I think it is very easy and simple question. but it is very difficult for me. please help! I can write R code
b$v2 <- ifelse(a$key==b$key, a$v2, b$v2)
input df a is a df, it have key and answer value. b is a df, it have to change according to a.
a1=[11,22,44]
a2=['a','b','d']
a3={'key':a1, 'v2':a2}
a=pd.DataFrame(a3)
b1=[11,22,33,44,55]
b2=['ff','gg','c','hh','e']
b3={'key':b1, 'v2':b2}
b=pd.DataFrame(b3)
final result (what I want)
c1=[11,22,33,44,55]
c2=['a','b','c','d','e']
c3={'key':c1, 'v2':c2}
c=pd.DataFrame(c3)
but I don't know how to write python. I tried.
My concept
first, making True, False
i=1
a['key'].iloc[i]==b['key']
I have 5 bools (F, T, F, F, F)
second, When True value, Change 'v2' col of df b but it is not working
b['v2'] = np.where(a['key'].iloc[i]==b['key'], a['v2'], b['v2'])
error message :
ValueError: operands could not be broadcast together with shapes (5,) (3,) (5,)
I think I have a misunderstanding using 'np.where' function.
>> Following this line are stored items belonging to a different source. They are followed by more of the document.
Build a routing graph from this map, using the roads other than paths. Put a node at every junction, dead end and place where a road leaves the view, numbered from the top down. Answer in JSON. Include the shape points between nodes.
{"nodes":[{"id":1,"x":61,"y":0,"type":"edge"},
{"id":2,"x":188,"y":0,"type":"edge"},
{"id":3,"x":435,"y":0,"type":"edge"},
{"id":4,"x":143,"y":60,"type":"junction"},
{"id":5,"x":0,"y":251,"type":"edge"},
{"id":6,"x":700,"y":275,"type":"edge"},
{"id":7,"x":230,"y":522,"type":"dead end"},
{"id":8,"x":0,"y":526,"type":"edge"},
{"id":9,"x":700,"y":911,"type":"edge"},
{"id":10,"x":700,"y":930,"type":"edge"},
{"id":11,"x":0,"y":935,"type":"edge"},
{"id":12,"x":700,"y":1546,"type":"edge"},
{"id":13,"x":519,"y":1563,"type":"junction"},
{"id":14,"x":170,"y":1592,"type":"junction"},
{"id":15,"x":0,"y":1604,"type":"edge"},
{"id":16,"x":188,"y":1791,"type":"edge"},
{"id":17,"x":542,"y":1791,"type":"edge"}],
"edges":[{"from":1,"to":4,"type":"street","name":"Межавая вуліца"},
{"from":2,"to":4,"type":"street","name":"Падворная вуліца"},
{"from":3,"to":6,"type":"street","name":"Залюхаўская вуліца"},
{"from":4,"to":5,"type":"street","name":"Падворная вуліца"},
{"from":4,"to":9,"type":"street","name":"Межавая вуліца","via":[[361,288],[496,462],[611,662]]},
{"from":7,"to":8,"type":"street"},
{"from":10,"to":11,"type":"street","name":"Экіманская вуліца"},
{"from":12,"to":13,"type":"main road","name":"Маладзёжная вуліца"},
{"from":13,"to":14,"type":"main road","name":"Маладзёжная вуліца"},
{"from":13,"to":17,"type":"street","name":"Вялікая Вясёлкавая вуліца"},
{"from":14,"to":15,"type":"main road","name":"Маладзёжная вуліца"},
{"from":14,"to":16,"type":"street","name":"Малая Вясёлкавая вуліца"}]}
CodePudding user response:
we could use Series.map for mapping key -> v2. Set a's key as index using set_index. Now, use it in Series.map
m = a.set_index('key')['v2']
b['v2'] = b['key'].map(m).fillna(b['v2'])
print(b)
# key v2
# 0 11 a
# 1 22 b
# 2 33 c
# 3 44 d
# 4 55 e
CodePudding user response:
Outer merge the two dataframes on 'key' and then fill NaN values with values from b and drop the column from b:
out = a.merge(b, on='key', how='outer', suffixes=['','_y'])
out['v2'].fillna(out['v2_y'], inplace=True)
out.drop('v2_y', axis=1, inplace=True)
Another option is to map 'v2' values from b to NaNs in the merged dataframe:
out = a.merge(b[['key']], on='key', how='outer')
out['v2'].fillna(out['key'].map(b.set_index('key')['v2']), inplace=True)
Output:
key v2
0 11 a
1 22 b
2 44 d
3 33 c
4 55 e
CodePudding user response:
Shortest way out would be to find what of b is not in a and then append it to a.
c=a.append(b[~(b['key'].isin(a['key']))]).sort_values(by=['key'])
Long way out is to use outer merge, fill in missing using combine_first and then drop suffixed columns not wanted
c=b.merge(a, how='outer', on='key', suffixes=('_x',''))
c=c.assign(v2=c['v2'].combine_first(c['v2_x'])).drop(columns=['v2_x'])
key v2
0 11 a
1 22 b
2 33 c
3 44 d
4 55 e